È al terzo anno con la squadra umbra, sta andando veramente bene.
“Alberto, sei della Juventus.”
Silenzio.
“Alberto, hai capito? Ti ha voluto la Juventus! Non dici niente?”


Non riesce a parlare. Dopo un paio di minuti prnde il telefono e per primo chiama Roberto, il marito di sua sorella, quello che gioca a Colusco con i dilettanti. Quello che è juventino perso. Poi informa i genitori. Mamma Mariarosa, segretaria in un’azienda chimica, gli fa una lunga raccomandazione.
Non tradire le tue origini, abbi rispetto per te e per gli altri, sii orgoglioso di quello che hai raggiunto, ma non essere presuntuoso.
Le mamme trovano sempre le parole giuste.
Alla Juventus non riesce mai a giocare, l’anno dopo va alla Sampdoria. Anche lì una stagione in panchina, almeno sino all’ultima di campionato. È  l’estate del 2016 e finalmente ecco l’esordio in Serie A. Proprio contro la Juventus, a Torino. Per qualche giorno vive su un altro pianeta, poi entra nel personaggio. In campo saluta Buffon, il suo idolo, che ricambia con un abbraccio. Si mette in porta. E ne prende cinque. Juventus-Sampdoria 5-0. Poteva andare meglio.
Nella stagione successiva viene trasferito nella Primera Division spagnola, con il Club Deportivo Leganés.
Quest’anno il ritorno in Italia con il Benevento.

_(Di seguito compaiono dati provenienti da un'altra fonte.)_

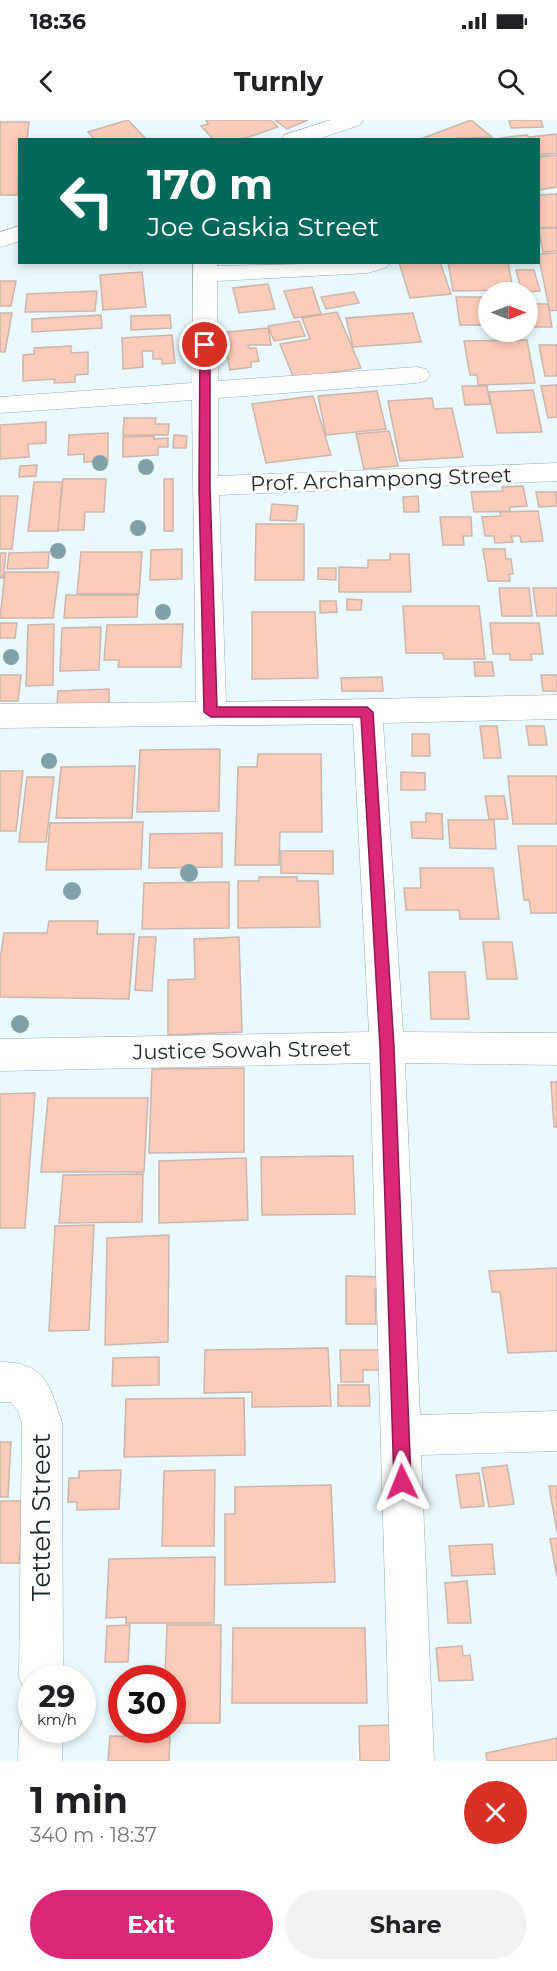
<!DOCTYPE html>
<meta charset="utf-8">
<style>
body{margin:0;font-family:Montserrat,sans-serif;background:#f2f2f2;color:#202124;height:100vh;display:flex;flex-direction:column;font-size:22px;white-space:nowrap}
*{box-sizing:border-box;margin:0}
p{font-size:20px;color:#757577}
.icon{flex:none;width:33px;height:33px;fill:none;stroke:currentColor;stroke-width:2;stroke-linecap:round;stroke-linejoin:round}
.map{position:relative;height:1641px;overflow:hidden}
.drawer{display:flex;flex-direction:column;background:#fff;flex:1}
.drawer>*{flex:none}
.banner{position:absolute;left:18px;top:18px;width:522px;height:126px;border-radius:0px;box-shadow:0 3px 9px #0003;background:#00695c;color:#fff;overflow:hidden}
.needle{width:39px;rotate:90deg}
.buttons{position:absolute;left:478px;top:162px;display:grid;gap:12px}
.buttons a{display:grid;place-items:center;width:60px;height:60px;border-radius:50%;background:#fff;box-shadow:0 3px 9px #0003;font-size:30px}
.speed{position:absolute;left:18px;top:1545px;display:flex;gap:12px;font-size:30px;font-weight:700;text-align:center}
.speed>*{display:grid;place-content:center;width:78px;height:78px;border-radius:50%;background:#fff;box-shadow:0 3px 9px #0003;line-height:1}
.speed small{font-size:15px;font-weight:400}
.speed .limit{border:9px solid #d22;background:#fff;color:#111}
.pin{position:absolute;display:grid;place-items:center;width:51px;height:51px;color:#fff;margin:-26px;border:3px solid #fff;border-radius:50%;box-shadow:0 2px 6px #0007}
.me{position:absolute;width:66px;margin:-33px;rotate:358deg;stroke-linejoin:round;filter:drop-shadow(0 0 4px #0008)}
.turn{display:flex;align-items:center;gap:21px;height:126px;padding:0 30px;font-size:27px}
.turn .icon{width:78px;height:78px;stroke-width:2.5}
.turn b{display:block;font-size:42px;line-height:51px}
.round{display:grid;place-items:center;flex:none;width:63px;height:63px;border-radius:32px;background:#f2f2f2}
.headline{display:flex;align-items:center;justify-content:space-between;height:102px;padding:0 30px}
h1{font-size:36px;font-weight:700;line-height:45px}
.cta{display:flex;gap:12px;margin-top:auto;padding:12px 30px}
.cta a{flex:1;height:69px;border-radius:36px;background:#db2777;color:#fff;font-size:24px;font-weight:700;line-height:69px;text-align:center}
.cta a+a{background:#f2f2f2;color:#202124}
.status{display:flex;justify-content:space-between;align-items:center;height:42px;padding:0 30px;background:#fff;direction:ltr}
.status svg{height:16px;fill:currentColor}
header{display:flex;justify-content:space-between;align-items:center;height:78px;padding:0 30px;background:#fff;font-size:27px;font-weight:700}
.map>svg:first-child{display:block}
</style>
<div class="status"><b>18:36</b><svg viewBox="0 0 49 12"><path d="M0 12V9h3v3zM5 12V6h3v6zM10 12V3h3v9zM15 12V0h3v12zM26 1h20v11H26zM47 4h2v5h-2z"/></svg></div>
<header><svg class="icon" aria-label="back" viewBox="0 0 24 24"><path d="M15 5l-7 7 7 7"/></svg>Turnly<svg class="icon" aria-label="search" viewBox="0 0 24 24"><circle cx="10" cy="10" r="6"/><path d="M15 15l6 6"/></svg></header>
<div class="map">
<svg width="557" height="1641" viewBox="0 0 557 1641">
<rect width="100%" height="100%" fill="#e9f9fd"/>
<path fill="#fcccba" stroke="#ccb5ac" stroke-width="1.5" d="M128,0L147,20H95L88,12Z
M206,0H271L278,7L240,20H214L201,6L208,4Z
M275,0H308L287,9Z
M471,0L492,17L418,20Z
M509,0H541L543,7L511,8Z
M0,2H29L27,20H20L18,75H0Z
M557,14V33L539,35L538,20H531L530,17Z
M527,15L530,20L500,18Z
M557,35V67L538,70V37Z
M557,74V107L538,108V75Z
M538,108H557V131L543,132Z
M557,133V190L550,191L538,134Z
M399,142H440L451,174L410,178Z
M448,142H508L513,170L453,171Z
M516,150H534L540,171L522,172Z
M142,152L146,187L103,190L100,155Z
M0,161H16L11,186H0Z
M268,164L275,189L239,193L233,168Z
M312,167L321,194L294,198L284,171Z
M97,171L95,191L25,192L27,174Z
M354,172L359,183L326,189L321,177Z
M456,177H489V205H460Z
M529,184H548L552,207H532Z
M337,192L361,248L294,259L280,224L310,219L302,198Z
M0,193H12L5,232H0Z
M413,193L421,222L353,227L346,198Z
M101,195L102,208L32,212V199Z
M170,195L171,208L131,210V196Z
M299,201L305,216L274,221L268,206Z
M268,208L271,225H248L249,228H256L259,241L251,242V247L230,250L225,226H229L227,212Z
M172,215L175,243L162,244V239H153V231H142L143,247L123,249L122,218Z
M527,220L535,263L478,265L477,255H470L464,221Z
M539,225H557V256H545Z
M71,226V233L88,232V254L75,255V262L54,263L55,259L23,261V235L34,234V228Z
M557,265V297L548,298L541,266Z
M462,266H487L490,284L465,285Z
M533,270L542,312L497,313L489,272Z
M377,271L386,309L326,315L318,276Z
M313,276L331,335L266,343L252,284Z
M432,278L434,289L452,288L463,337L400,341L388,281Z
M124,298H156L155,304H169L168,315H123Z
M46,302V323L28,324L29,337L0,339V305Z
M389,311L398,346L364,349L356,314Z
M108,313V341L84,342V334L68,335L69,315Z
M174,315L187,316L186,328H173Z
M154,316V319L168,318V327H158V335L123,337V317Z
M37,345L36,356L19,357L20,346Z
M63,359H106L104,392H85L84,410H58Z
M164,359H173V411H164Z
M34,362H62L58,411H28Z
M523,366L527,386L510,387V391L474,392L471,372L503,371L502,367Z
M536,372H556L557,386L539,387Z
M0,376H18L12,429H0Z
M418,376L419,392H404L403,377Z
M272,384L298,386L296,401L270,400Z
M538,391L543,421L521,422L520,416H511L513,422L495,423L494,416H485L482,397L501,396L500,392Z
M440,397H471L472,416H463L464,425H443Z
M256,404H304V460H255Z
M182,429V459L150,460L151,430Z
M483,429H505L506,439H511L513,454H509L510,461H488Z
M49,432L48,448L7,449L9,433Z
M81,432H142L139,474H77Z
M0,433H6L3,458H0Z
M390,434H409L411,472H339V447L368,448V440H390Z
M318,448H336V460L318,459Z
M5,452H59L53,498H0Z
M499,468H529L532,496H502Z
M533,468H557V496H537Z
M66,475H138L137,497L64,498Z
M347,479L362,480L361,490H347Z
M320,481H336L337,492L320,493Z
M403,486H479L485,539H444L443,533H406Z
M252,492H315L318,558L252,559Z
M0,503H17L15,518H0Z
M490,503H539L543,534H531L532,540H510V534H493Z
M54,504L53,565L26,566L28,505Z
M183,504L181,547H118L119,540H104L107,505Z
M101,507L99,550L60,551L62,508Z
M474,542H492L494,556H475Z
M0,555H21L18,581H0Z
M541,555H557V571H543Z
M382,557L383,571H342L341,558Z
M109,569V584L57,586L58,571Z
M480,606H497L501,638H484Z
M526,606H544L547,625H529Z
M412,614H429L430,636H412Z
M220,629L219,691L137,692L140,630Z
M258,634H321L322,712H280L279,745H235L238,647H257Z
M135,646L132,698H56L61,647Z
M0,651H23L16,711H0Z
M401,652L425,653V670H401Z
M508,656H557V704H513Z
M27,657H54L46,722H19Z
M485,676H504L508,699H489Z
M426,693L442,694L443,719L412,718L411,702H426Z
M448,700H494L496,729L450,728Z
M143,702L141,749L46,750L50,703Z
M222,713V747L149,748L150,714Z
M518,726H557V793H531L529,780H524Z
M281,731H333V754L281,753Z
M420,748H493L499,799H460L459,790H406L404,768H421Z
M259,757H297V761H318L320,807L238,808V761H259Z
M229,762V808L142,809L144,763Z
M49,801H98L97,814H134L129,879L0,877V840L4,813H47Z
M139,817H156L152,871L135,870Z
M239,817L242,912L168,915V860L195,859L194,819Z
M483,822H512L517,859H487Z
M429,852H465L469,899H431Z
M244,948V1032L149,1033L152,949Z
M551,962H557V1007H554Z
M35,973L25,1108H0V974Z
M48,978H148L144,1052H41Z
M353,1036L355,1094L262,1095L261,1037Z
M246,1038L248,1100L159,1103V1041Z
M143,1054L142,1102L59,1103L63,1055Z
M94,1105L89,1210L49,1211L55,1106Z
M169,1115L168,1222L105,1225L107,1118Z
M557,1148V1231L508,1233L500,1172H492L489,1151Z
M346,1156L386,1157V1169H375L376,1204H346Z
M328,1228L331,1286L252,1287V1272L204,1273L205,1230Z
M340,1230H385L386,1250H363V1262H341Z
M159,1237V1265L112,1266L113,1238Z
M338,1265H369L370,1286H338Z
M244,1278L245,1335L124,1337L126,1279Z
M0,1322H11L8,1377H0Z
M507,1345L514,1384L489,1387L482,1348Z
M121,1350L119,1389L77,1390V1382H68L69,1358H79V1351Z
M215,1350L214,1426H162L164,1351Z
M479,1353L484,1386L461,1388L456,1355Z
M331,1365L335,1462L225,1465V1394H235V1367Z
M549,1366H557V1412Z
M0,1381H24L19,1443H0Z
M557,1418V1457L550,1419Z
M492,1424L495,1454L452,1456L449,1426Z
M215,1437L214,1503H126V1497L106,1498L109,1439Z
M467,1461L471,1503H448L445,1463Z
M130,1505L128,1542H105L107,1506Z
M167,1505H221L220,1603H172V1558H165Z
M233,1508H365L367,1583H232Z
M462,1526L463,1536L470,1535L473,1560L439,1561L436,1528Z
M395,1605L397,1641H360L359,1606Z
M110,1616L170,1617L169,1641H108Z
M557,1618V1641H487L486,1633Z"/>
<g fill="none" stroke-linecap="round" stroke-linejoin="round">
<defs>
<path id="minor" d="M331,0H363L360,5L315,20H282L284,15Z
M20,106V121L0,127V112Z
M193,142H217V146L390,142L387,147L368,153L217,161L218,261L417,247L426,249L430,255L426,261L417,263L218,278V356L557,343V361L219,375L226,582L557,575V599L383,603L403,912L557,913V945L405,943L420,1295L557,1291V1331L421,1335L434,1641H390L370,943L0,951V919L369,912L353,604L0,608V584L196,582L192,280L0,293V277L192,263Z
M0,1242C45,1242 50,1265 62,1303L63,1558H32V1576L26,1573L19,1558L22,1303L18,1291L11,1282H0Z
M32,1592V1610H63L62,1641H18L19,1610L25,1594Z"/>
</defs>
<use href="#minor" stroke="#94adb3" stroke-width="1"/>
<use href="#minor" fill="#fff" fill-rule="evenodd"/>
</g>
<g fill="#81a1a9">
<circle cx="100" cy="343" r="8"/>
<circle cx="146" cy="347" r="8"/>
<circle cx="138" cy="408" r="8"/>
<circle cx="58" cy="431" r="8"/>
<circle cx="163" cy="492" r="8"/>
<circle cx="11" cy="537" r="8"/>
<circle cx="49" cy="641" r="8"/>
<circle cx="189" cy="753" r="9"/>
<circle cx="72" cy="771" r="9"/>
<circle cx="20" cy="904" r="9"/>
</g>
<path fill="#db2777" stroke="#8e194d" stroke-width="1.5" d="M205,222L210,225V366L217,587H367L373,592L394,927L411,1362L408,1368L402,1371L397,1368L394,1362L380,927L361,597H211L204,592L199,366L200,225Z"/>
<g text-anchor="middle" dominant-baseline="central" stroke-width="6" stroke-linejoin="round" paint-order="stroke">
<g font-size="21" fill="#1d272a" stroke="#fff">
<text transform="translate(381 359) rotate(-2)">Prof. Archampong Street</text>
<text transform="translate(242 930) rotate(-1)">Justice Sowah Street</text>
</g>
<g font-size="26" fill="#1d272a" stroke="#fff">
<text transform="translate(41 1397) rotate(-90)">Tetteh Street</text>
</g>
</g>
</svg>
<div class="buttons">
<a><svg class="needle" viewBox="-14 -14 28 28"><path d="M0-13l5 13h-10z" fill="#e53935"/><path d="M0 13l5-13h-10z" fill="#757577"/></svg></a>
</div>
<div class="speed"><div>29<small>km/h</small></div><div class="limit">30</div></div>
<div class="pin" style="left:205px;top:225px;background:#d93025"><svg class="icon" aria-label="arrive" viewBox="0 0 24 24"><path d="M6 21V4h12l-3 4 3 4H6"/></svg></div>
<svg class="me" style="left:402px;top:1362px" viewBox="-20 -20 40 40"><path d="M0-17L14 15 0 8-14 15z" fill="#db2777" stroke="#fff" stroke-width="4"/></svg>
<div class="banner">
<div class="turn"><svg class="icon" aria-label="left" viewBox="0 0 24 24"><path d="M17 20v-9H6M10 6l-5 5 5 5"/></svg><div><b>170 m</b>Joe Gaskia Street</div></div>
</div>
</div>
<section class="drawer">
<div class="headline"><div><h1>1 min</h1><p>340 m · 18:37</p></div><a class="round" style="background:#d93025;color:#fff"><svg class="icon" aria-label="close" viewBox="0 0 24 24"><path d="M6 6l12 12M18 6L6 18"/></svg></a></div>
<div class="cta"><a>Exit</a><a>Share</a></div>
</section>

Rassapora la gioia della Serie A. Buon rendimento, ma la squadra non ingrana. Zero punti in classifica. Poi arriva domenica 3 dicembre 2017. Una data che Alberto non dimenticherà mai. E con lui non la dimenticheranno i tifosi del Benevento e gli appassionati di calcio del mondo intero.
Milan avanti in trasferta per 2-1. È l’esordio in panchina di Rino Gattuso, sembra che la sorte voglia proteggerlo.
Romagnoli si è fatto espellere per doppia ammonizione e la partita è diventata un assalto al fortino. Gli indiani sono quelli del Benevento. Attaccano, attaccano, attaccano, ma non passano.


Quinto e ultimo minuto di recupero. Punizione sulla fascia sinistra della squadra campana in prossimità dell’area milanista. Cross a rientrare. Alberto ha lasciato la porta, ha messo in atto uno di quei tentativi disperati che abbiamo visto fare decine di volte a tanti portieri. Tentativi quasi sempre infruttuosi.
Stavolta no. La palla scende giù con una traiettoria perfetta e lui va impattarla di testa, a conclusione di un magico tuffo. Donnarumma guarda la sfera che entra in rete alla sua sinistra. Gol. Pareggio. Primo punto del Benevento in Serie A. E ha segnato proprio lui, l’uomo il cui cartellino è ancora proprietà della Juventus.
Alberto Brignoli, il portiere del Benevento, ha appena scritto il suo nome nella storia del calcio.